WHAT YOU WILL DO. Every entry below needs to be printed again exactly, with its pictures left out.
Content starts
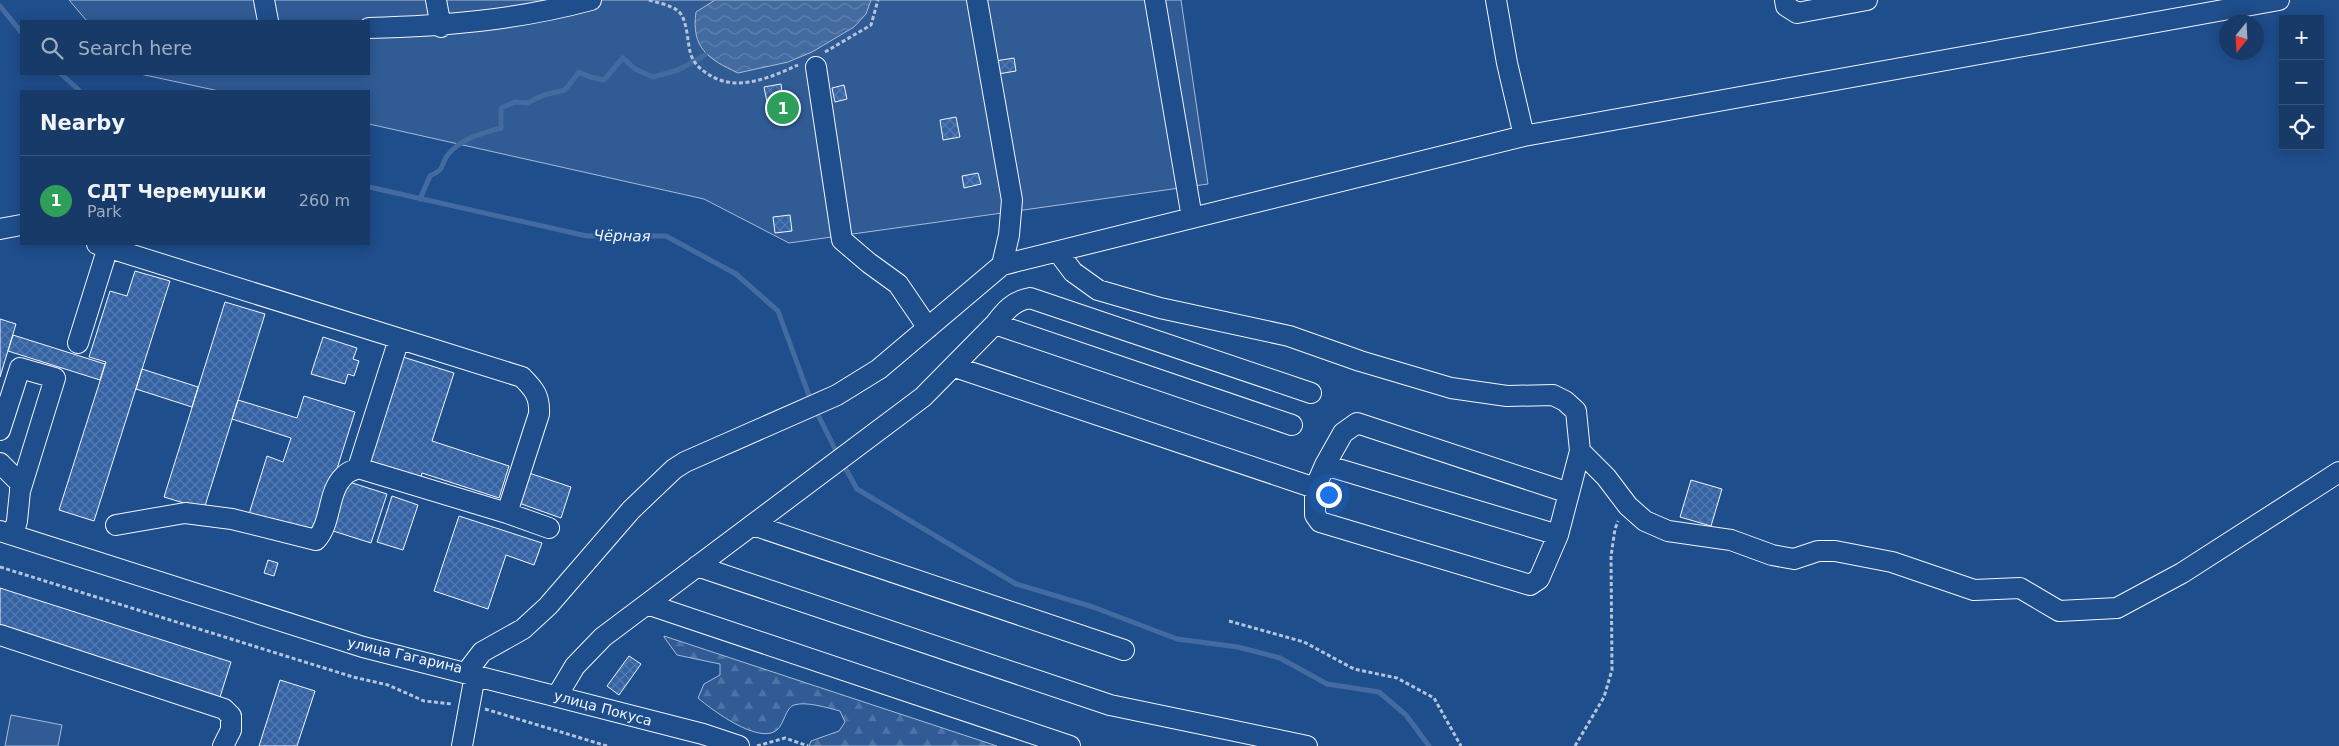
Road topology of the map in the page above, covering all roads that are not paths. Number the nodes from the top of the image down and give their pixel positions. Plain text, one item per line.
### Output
1 (264, 0) edge
2 (436, 0) edge
3 (591, 0) edge
4 (977, 0) edge
5 (1155, 0) edge
6 (1496, 0) edge
7 (1785, 0) edge
8 (1867, 0) edge
9 (2279, 0) edge
10 (268, 20) edge
11 (440, 26) junction
12 (370, 28) edge
13 (814, 63) road end
14 (1524, 136) junction
15 (1192, 218) junction
16 (20, 225) edge
17 (0, 229) edge
18 (102, 246) edge
19 (1058, 252) junction
20 (1002, 265) junction
21 (995, 324) junction
22 (928, 328) junction
23 (398, 339) junction
24 (78, 343) dead end
25 (955, 367) junction
26 (1311, 394) dead end
27 (1292, 425) dead end
28 (0, 430) edge
29 (1580, 451) junction
30 (0, 463) edge
31 (1325, 465) junction
32 (358, 468) junction
33 (2339, 472) edge
34 (1315, 488) junction
35 (20, 491) junction
36 (1569, 493) junction
37 (508, 513) junction
38 (116, 525) dead end
39 (753, 525) junction
40 (549, 528) dead end
41 (7, 533) edge
42 (1558, 535) junction
43 (697, 566) junction
44 (647, 604) junction
45 (0, 635) edge
46 (1124, 650) dead end
47 (470, 674) junction
48 (557, 696) junction
49 (223, 746) edge
50 (462, 746) edge
51 (738, 746) edge
52 (1070, 746) edge
53 (1307, 746) edge

1 - 10 street
2 - 11 street
3 - 11 street
4 - 20 street
5 - 15 street
6 - 14 street
7 - 8 street
9 - 14 street
11 - 12 street
13 - 22 street
14 - 15 street
15 - 19 street
16 - 17 street
18 - 23 street
18 - 24 street
19 - 20 street
19 - 29 street
20 - 22 street, улица Гагарина
21 - 25 street
21 - 26 street
21 - 27 street
22 - 47 street, улица Гагарина
23 - 32 street
23 - 37 street
25 - 34 street
25 - 39 street
28 - 35 street
29 - 33 street
29 - 36 street
30 - 35 street
31 - 34 street
31 - 36 street
31 - 42 street
32 - 37 street
32 - 38 street
34 - 42 street
35 - 41 street
36 - 42 street
37 - 40 street
39 - 43 street
39 - 46 street
41 - 47 street, улица Гагарина
43 - 44 street
43 - 53 street
44 - 48 street
44 - 52 street
45 - 49 street
47 - 48 street, улица Покуса
47 - 50 street
48 - 51 street, улица Покуса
Content ends
ANSWER BELOW.
Road topology of the map in the page above, covering all roads that are not paths. Number the nodes from the top of the image down and give their pixel positions. Plain text, one item per line.
### Output
1 (264, 0) edge
2 (436, 0) edge
3 (591, 0) edge
4 (977, 0) edge
5 (1155, 0) edge
6 (1496, 0) edge
7 (1785, 0) edge
8 (1867, 0) edge
9 (2279, 0) edge
10 (268, 20) edge
11 (440, 26) junction
12 (370, 28) edge
13 (814, 63) road end
14 (1524, 136) junction
15 (1192, 218) junction
16 (20, 225) edge
17 (0, 229) edge
18 (102, 246) edge
19 (1058, 252) junction
20 (1002, 265) junction
21 (995, 324) junction
22 (928, 328) junction
23 (398, 339) junction
24 (78, 343) dead end
25 (955, 367) junction
26 (1311, 394) dead end
27 (1292, 425) dead end
28 (0, 430) edge
29 (1580, 451) junction
30 (0, 463) edge
31 (1325, 465) junction
32 (358, 468) junction
33 (2339, 472) edge
34 (1315, 488) junction
35 (20, 491) junction
36 (1569, 493) junction
37 (508, 513) junction
38 (116, 525) dead end
39 (753, 525) junction
40 (549, 528) dead end
41 (7, 533) edge
42 (1558, 535) junction
43 (697, 566) junction
44 (647, 604) junction
45 (0, 635) edge
46 (1124, 650) dead end
47 (470, 674) junction
48 (557, 696) junction
49 (223, 746) edge
50 (462, 746) edge
51 (738, 746) edge
52 (1070, 746) edge
53 (1307, 746) edge

1 - 10 street
2 - 11 street
3 - 11 street
4 - 20 street
5 - 15 street
6 - 14 street
7 - 8 street
9 - 14 street
11 - 12 street
13 - 22 street
14 - 15 street
15 - 19 street
16 - 17 street
18 - 23 street
18 - 24 street
19 - 20 street
19 - 29 street
20 - 22 street, улица Гагарина
21 - 25 street
21 - 26 street
21 - 27 street
22 - 47 street, улица Гагарина
23 - 32 street
23 - 37 street
25 - 34 street
25 - 39 street
28 - 35 street
29 - 33 street
29 - 36 street
30 - 35 street
31 - 34 street
31 - 36 street
31 - 42 street
32 - 37 street
32 - 38 street
34 - 42 street
35 - 41 street
36 - 42 street
37 - 40 street
39 - 43 street
39 - 46 street
41 - 47 street, улица Гагарина
43 - 44 street
43 - 53 street
44 - 48 street
44 - 52 street
45 - 49 street
47 - 48 street, улица Покуса
47 - 50 street
48 - 51 street, улица Покуса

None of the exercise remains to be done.